Records from a data collection>
========

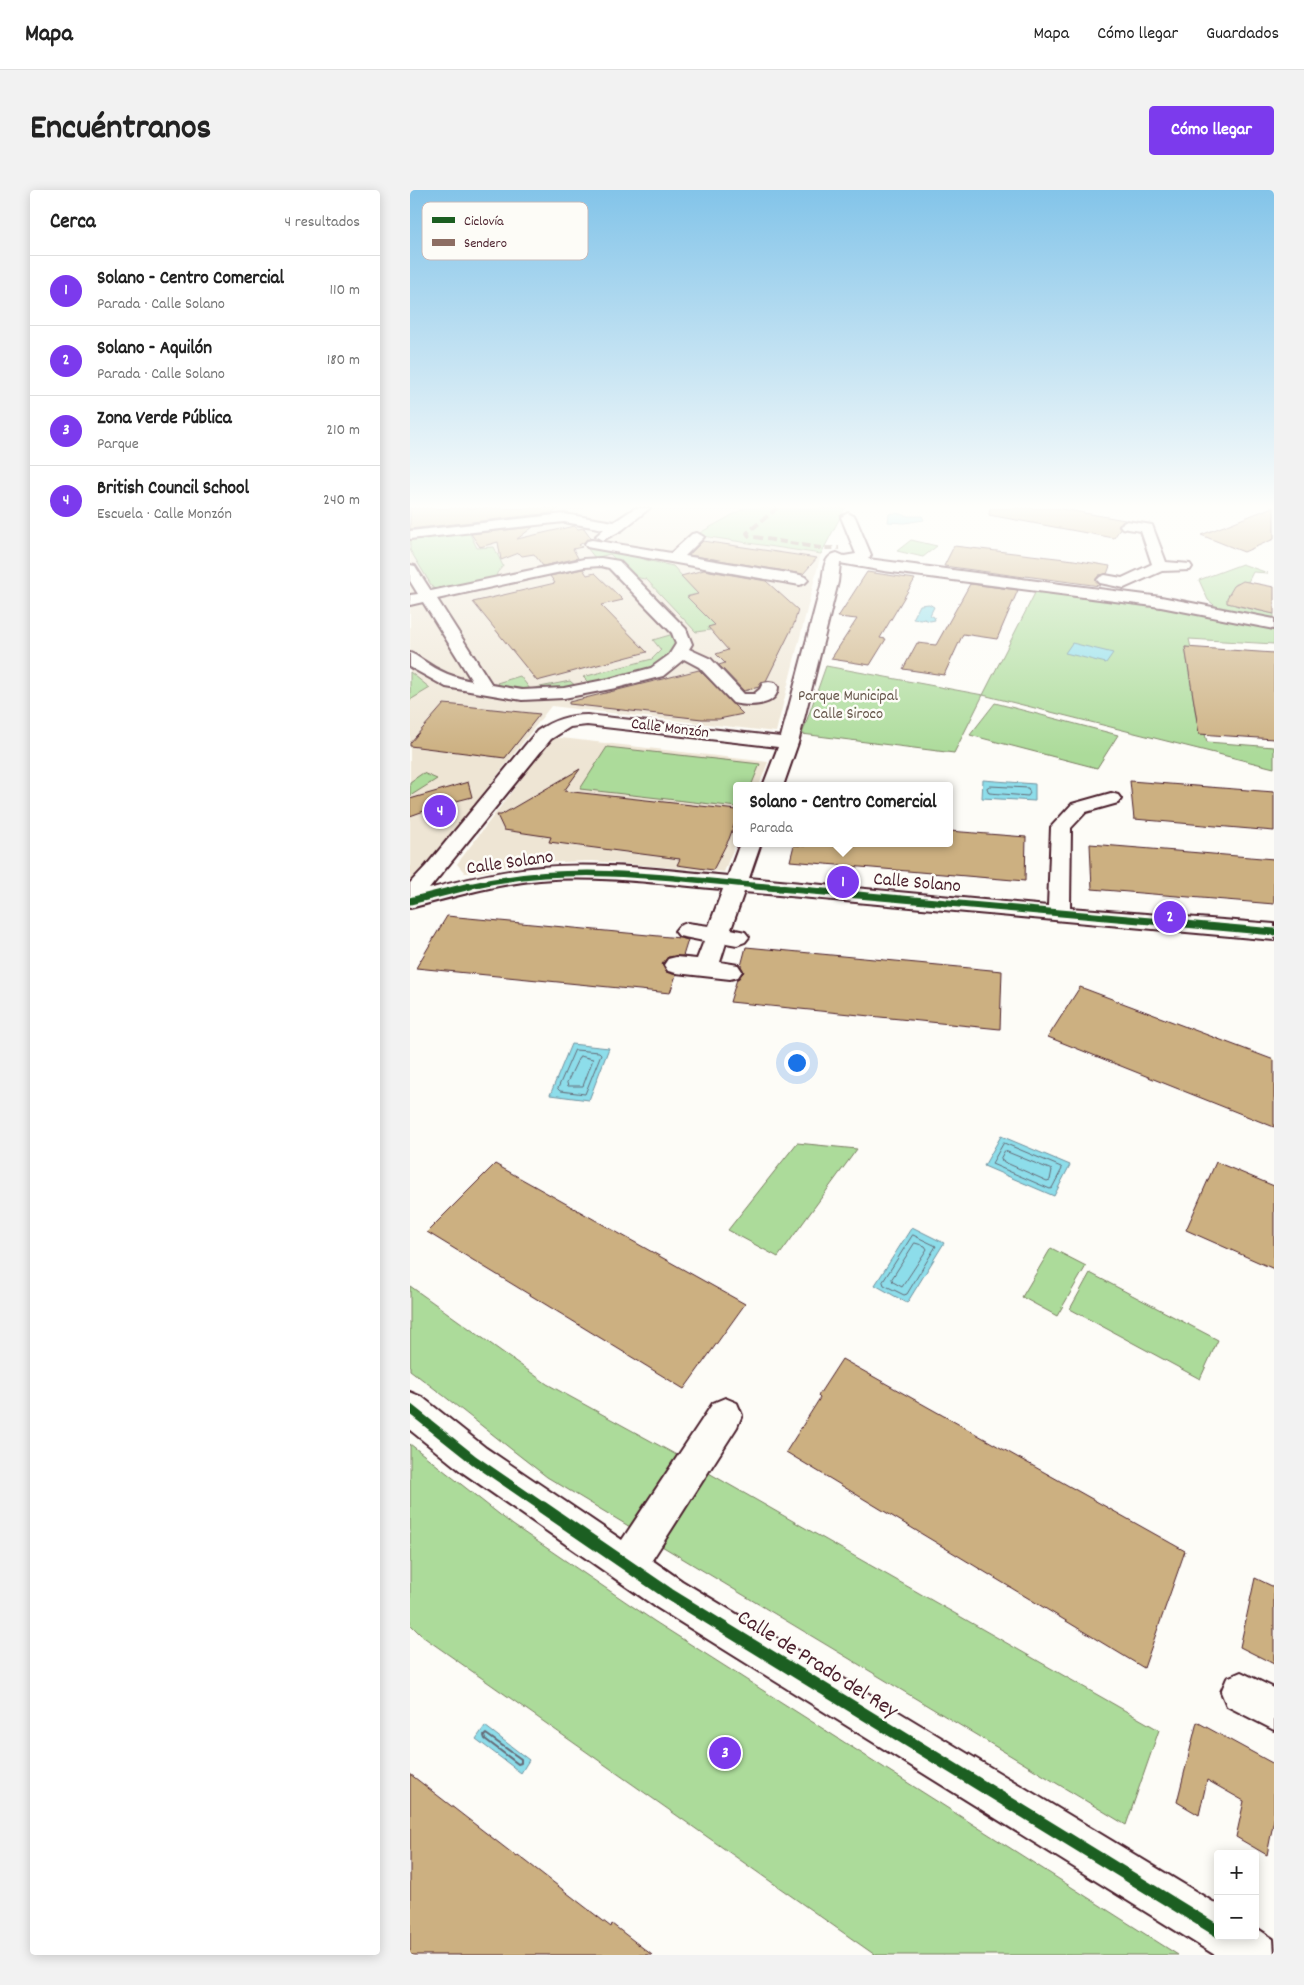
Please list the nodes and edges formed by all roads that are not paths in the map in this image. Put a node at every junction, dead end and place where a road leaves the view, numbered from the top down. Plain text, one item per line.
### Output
1 (424, 590) edge
2 (455, 590) edge
3 (640, 590) edge
4 (827, 590) edge
5 (1069, 590) edge
6 (1194, 590) edge
7 (428, 596) junction
8 (410, 600) edge
9 (1200, 609) junction
10 (1274, 624) edge
11 (680, 652) junction
12 (410, 658) edge
13 (486, 689) junction
14 (769, 689) dead end
15 (787, 749) junction
16 (775, 782) edge
17 (1111, 798) dead end
18 (749, 847) edge
19 (733, 889) junction
20 (410, 896) edge
21 (410, 901) edge
22 (1059, 914) junction
23 (1197, 926) junction
24 (687, 931) dead end
25 (1274, 932) edge
26 (728, 935) junction
27 (1274, 945) edge
28 (676, 965) dead end
29 (705, 970) junction
30 (730, 971) dead end
31 (410, 1410) edge
32 (725, 1415) dead end
33 (628, 1566) junction
34 (1214, 1929) edge
35 (1233, 1940) edge
36 (1257, 1955) edge

1 - 7 street
2 - 7 street
3 - 11 street
4 - 15 street
5 - 9 street
6 - 9 street
7 - 8 street
7 - 13 street
9 - 10 street
11 - 13 street
11 - 14 street
12 - 13 street
15 - 16 street
15 - 20 street, Calle Monzón
17 - 22 street
18 - 19 street
19 - 21 street, Calle Solano
19 - 22 street, Calle Solano
19 - 26 street
22 - 23 street, Calle Solano
23 - 25 street, Calle Solano
23 - 27 street, Calle Solano
24 - 26 street
26 - 29 street
28 - 29 street
29 - 30 street
31 - 33 street, Calle de Prado del Rey
32 - 33 street
33 - 34 street, Calle de Prado del Rey
35 - 36 street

========

Prompt>
Return the records above exactly, without the pictures.

Problem solution>
Please list the nodes and edges formed by all roads that are not paths in the map in this image. Put a node at every junction, dead end and place where a road leaves the view, numbered from the top down. Plain text, one item per line.
### Output
1 (424, 590) edge
2 (455, 590) edge
3 (640, 590) edge
4 (827, 590) edge
5 (1069, 590) edge
6 (1194, 590) edge
7 (428, 596) junction
8 (410, 600) edge
9 (1200, 609) junction
10 (1274, 624) edge
11 (680, 652) junction
12 (410, 658) edge
13 (486, 689) junction
14 (769, 689) dead end
15 (787, 749) junction
16 (775, 782) edge
17 (1111, 798) dead end
18 (749, 847) edge
19 (733, 889) junction
20 (410, 896) edge
21 (410, 901) edge
22 (1059, 914) junction
23 (1197, 926) junction
24 (687, 931) dead end
25 (1274, 932) edge
26 (728, 935) junction
27 (1274, 945) edge
28 (676, 965) dead end
29 (705, 970) junction
30 (730, 971) dead end
31 (410, 1410) edge
32 (725, 1415) dead end
33 (628, 1566) junction
34 (1214, 1929) edge
35 (1233, 1940) edge
36 (1257, 1955) edge

1 - 7 street
2 - 7 street
3 - 11 street
4 - 15 street
5 - 9 street
6 - 9 street
7 - 8 street
7 - 13 street
9 - 10 street
11 - 13 street
11 - 14 street
12 - 13 street
15 - 16 street
15 - 20 street, Calle Monzón
17 - 22 street
18 - 19 street
19 - 21 street, Calle Solano
19 - 22 street, Calle Solano
19 - 26 street
22 - 23 street, Calle Solano
23 - 25 street, Calle Solano
23 - 27 street, Calle Solano
24 - 26 street
26 - 29 street
28 - 29 street
29 - 30 street
31 - 33 street, Calle de Prado del Rey
32 - 33 street
33 - 34 street, Calle de Prado del Rey
35 - 36 street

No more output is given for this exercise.